With the emergence of American hegemony after the events of 1989-1991, two competing visions of the EU came into being. In the first, Europe gives up its great power aspirations, identifies the parts of America’s grand strategy for Europe, and then finds feasible, effective, and collective ways to integrate itself into the US’s trajectory. In the second vision, Europe simply sits and suffers the consequences of American strategic decisions, as it has done so far in the 2020s.
If the first case were to hold true, the EU could focus on its strengths and again become one of the centers of innovation, creativity, R&D, and culture in the West. Think of the US as the old Roman Empire, while Europe plays the role of ancient Greece. Meanwhile, Europe could improve its weaknesses in population management, border protection, internal market-building, digital switchovers, and (consensual) resolution of internal conflicts. In this version of Europe’s future, the EU is carrying out complete operational reform. This affects internal decision-making and fundamentally changes the Maastricht Treaty, which created the euro.

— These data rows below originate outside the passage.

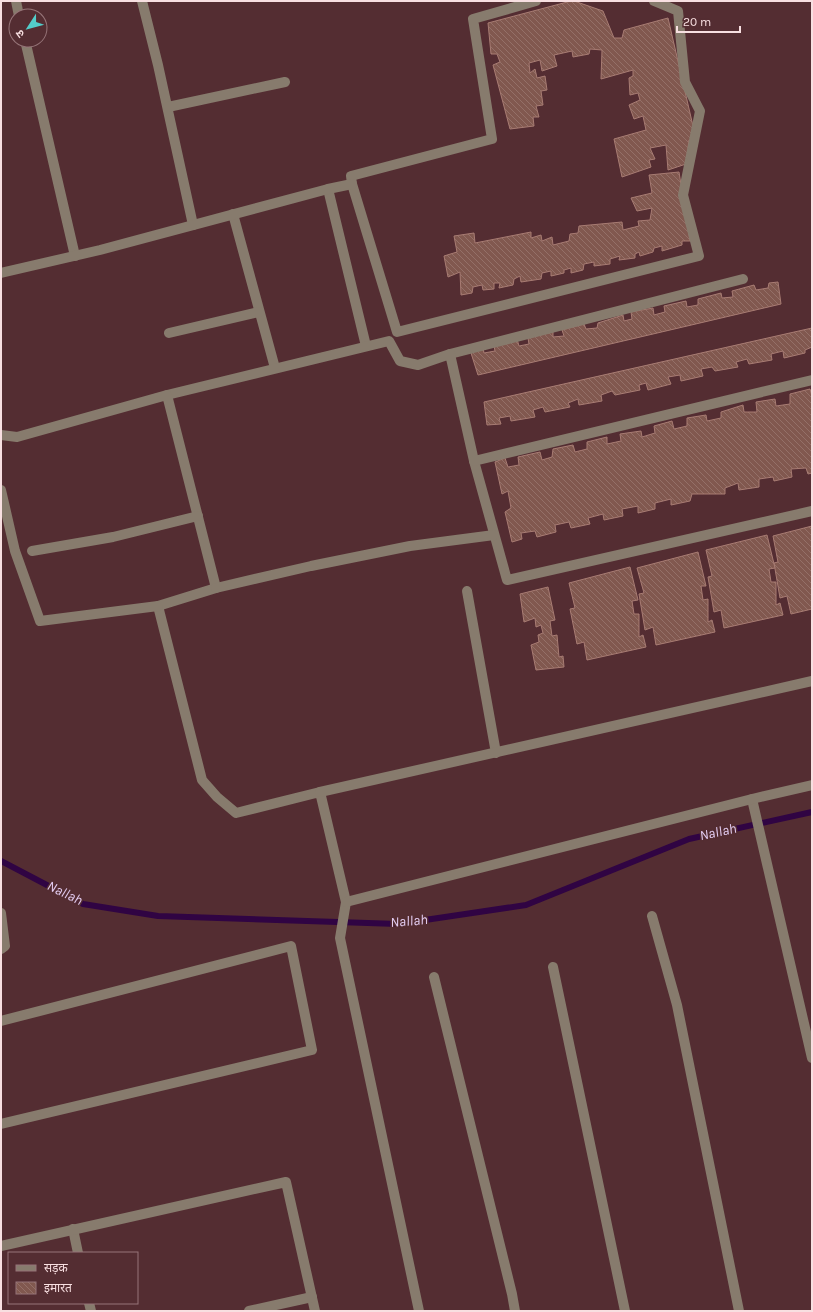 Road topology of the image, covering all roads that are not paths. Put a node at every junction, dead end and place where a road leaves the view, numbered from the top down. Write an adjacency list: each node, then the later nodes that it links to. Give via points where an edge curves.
1 (142, 1): 6 (street)
2 (536, 1): 7 (street, via 473,19 492,139 351,176)
3 (654, 1): 7 (street, via 678,12 685,82 700,111 683,195 699,256 397,332)
4 (27, 48): 11 (street)
5 (285, 82): 6 (street)
6 (168, 107): 10 (street)
7 (352, 184): 8 (street)
8 (328, 189): 9 (street); 16 (street)
9 (233, 214): 10 (street); 14 (street)
10 (193, 225): 11 (street)
11 (75, 256): 12 (street)
12 (1, 273)
13 (743, 279): 17 (street)
14 (259, 312): 15 (street); 18 (street)
15 (169, 333)
16 (366, 346): 17 (street, via 388,340 400,361 418,365); 18 (street)
17 (450, 354): 22 (street)
18 (274, 368): 20 (street)
19 (812, 380): 22 (street)
20 (166, 395): 21 (street, via 17,437); 25 (street)
21 (1, 435)
22 (474, 461): 26 (street)
23 (1, 490): 30 (street, via 15,551 40,621)
24 (812, 511): 26 (street, via 507,580)
25 (198, 516): 27 (street, via 113,537); 28 (street)
26 (494, 535): 28 (street, via 410,546)
27 (32, 550)
28 (216, 588): 30 (street)
29 (467, 591): 32 (street)
30 (158, 606): 34 (street, via 202,780 236,813)
31 (812, 681): 32 (street)
32 (496, 753): 34 (street)
33 (812, 785): 35 (street)
34 (320, 792): 36 (street)
35 (752, 799): 36 (street); 43 (street)
36 (346, 902): 51 (street, via 340,938)
37 (1, 913): 39 (street, via 5,946)
38 (652, 916): 54 (street, via 677,1005)
39 (1, 949)
40 (553, 967): 53 (street)
41 (434, 977): 52 (street)
42 (1, 1021): 44 (street, via 291,946 312,1050)
43 (812, 1058)
44 (1, 1124)
45 (73, 1229): 46 (street); 47 (street); 48 (street, via 286,1182)
46 (1, 1246)
47 (78, 1252)
48 (312, 1297): 49 (street); 50 (street)
49 (249, 1311)
50 (315, 1311)
51 (419, 1311)
52 (515, 1311)
53 (625, 1311)
54 (739, 1311)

In the second future, the EU repeatedly tries to centralize itself in more and more areas, forcing ineffective solutions that are fully developed but which don’t actually work, creating more and more contradictions between member states, eventually stretching the EU framework to the point of being torn apart. Meanwhile, all three levels of the EU — member state, EU, and the eurozone — are indebted to a degree that make the Japanese nod their heads in sad recognition and consistently lag behind the competitiveness of the US, the Anglo-Saxon Alliance (Five Eyes), and Asia — forever.
In both cases, it is true that around 2030, the EU will likely begin to transition towards loose trade integration. And both paths lead to the same endpoint, as a result of an internal reform process and an internal political and/or financial explosion.
The joint parliament could end, the stealthy legal centralization could end, and a series of previously centralized powers could fall back into the hands of sovereign nation-states. Several parallel monetary systems can emerge with independent central bank monetary policies. This will allow further enlargement and create a common market for services, which should have been built over the last two decades, in place of the euro.
On our way to 2030, the difference between the two routes will be a matter of price, cost, loss, and missed opportunities. The discrepancy, measured on a historical scale, can be huge, even comparable to the German losses of the first 30 years of the war of 1618–1648.